▼

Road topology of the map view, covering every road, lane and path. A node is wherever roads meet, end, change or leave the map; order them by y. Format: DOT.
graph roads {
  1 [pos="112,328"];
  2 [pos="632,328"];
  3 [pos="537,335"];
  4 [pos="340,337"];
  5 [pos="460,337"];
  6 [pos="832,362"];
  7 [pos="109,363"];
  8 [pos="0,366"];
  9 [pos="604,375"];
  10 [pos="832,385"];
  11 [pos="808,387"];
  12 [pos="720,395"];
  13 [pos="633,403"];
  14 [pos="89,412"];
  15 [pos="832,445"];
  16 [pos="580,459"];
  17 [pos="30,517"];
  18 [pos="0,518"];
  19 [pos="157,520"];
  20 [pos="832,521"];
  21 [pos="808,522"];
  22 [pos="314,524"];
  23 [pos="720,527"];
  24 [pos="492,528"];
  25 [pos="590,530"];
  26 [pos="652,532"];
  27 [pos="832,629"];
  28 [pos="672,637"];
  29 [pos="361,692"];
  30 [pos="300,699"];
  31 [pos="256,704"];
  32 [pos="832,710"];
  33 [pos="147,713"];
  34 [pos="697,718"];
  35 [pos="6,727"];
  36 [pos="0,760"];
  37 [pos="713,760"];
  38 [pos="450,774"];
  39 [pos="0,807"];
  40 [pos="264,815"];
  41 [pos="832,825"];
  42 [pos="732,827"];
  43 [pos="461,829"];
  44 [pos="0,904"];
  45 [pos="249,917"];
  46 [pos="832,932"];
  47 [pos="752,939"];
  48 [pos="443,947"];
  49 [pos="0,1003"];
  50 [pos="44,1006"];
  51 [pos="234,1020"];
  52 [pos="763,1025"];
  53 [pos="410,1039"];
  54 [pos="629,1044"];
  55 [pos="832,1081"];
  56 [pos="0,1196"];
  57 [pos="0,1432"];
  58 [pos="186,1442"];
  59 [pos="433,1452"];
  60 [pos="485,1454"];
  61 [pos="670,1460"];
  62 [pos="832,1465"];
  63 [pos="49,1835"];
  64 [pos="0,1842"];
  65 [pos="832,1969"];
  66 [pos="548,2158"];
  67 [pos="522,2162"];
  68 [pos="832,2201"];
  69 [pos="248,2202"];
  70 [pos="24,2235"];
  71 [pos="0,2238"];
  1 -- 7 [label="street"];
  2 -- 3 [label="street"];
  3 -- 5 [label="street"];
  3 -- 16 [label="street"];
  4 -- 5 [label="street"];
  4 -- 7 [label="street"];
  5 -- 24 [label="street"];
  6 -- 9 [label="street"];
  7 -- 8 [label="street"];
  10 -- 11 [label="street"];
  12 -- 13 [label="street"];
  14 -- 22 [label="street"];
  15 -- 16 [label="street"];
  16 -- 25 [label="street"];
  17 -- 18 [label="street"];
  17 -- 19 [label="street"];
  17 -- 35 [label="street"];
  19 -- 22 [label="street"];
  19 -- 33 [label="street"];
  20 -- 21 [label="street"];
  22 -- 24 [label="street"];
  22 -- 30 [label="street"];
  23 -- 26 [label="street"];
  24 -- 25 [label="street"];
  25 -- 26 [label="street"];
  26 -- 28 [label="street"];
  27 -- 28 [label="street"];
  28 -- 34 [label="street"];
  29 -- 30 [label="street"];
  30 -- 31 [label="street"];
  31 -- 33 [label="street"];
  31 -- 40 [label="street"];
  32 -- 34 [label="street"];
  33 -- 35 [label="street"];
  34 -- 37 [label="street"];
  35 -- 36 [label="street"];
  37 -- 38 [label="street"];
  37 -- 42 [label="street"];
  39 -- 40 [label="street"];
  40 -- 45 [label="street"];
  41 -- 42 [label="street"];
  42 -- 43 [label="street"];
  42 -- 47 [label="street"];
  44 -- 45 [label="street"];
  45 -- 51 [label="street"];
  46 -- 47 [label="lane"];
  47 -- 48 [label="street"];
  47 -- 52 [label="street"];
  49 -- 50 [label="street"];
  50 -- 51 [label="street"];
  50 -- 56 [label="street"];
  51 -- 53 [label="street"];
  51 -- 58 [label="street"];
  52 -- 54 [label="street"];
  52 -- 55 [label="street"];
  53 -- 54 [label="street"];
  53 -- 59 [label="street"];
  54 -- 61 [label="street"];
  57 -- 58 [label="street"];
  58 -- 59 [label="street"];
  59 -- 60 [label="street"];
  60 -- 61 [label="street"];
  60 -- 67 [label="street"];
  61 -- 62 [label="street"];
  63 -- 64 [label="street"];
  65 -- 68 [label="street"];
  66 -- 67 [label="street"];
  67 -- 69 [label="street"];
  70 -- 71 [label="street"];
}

▲

Where a line in the entries holds the word "roads", copy that line.

[SOLUTION TO THE EXERCISE]
Road topology of the map view, covering every road, lane and path. A node is wherever roads meet, end, change or leave the map; order them by y. Format: DOT.
graph roads {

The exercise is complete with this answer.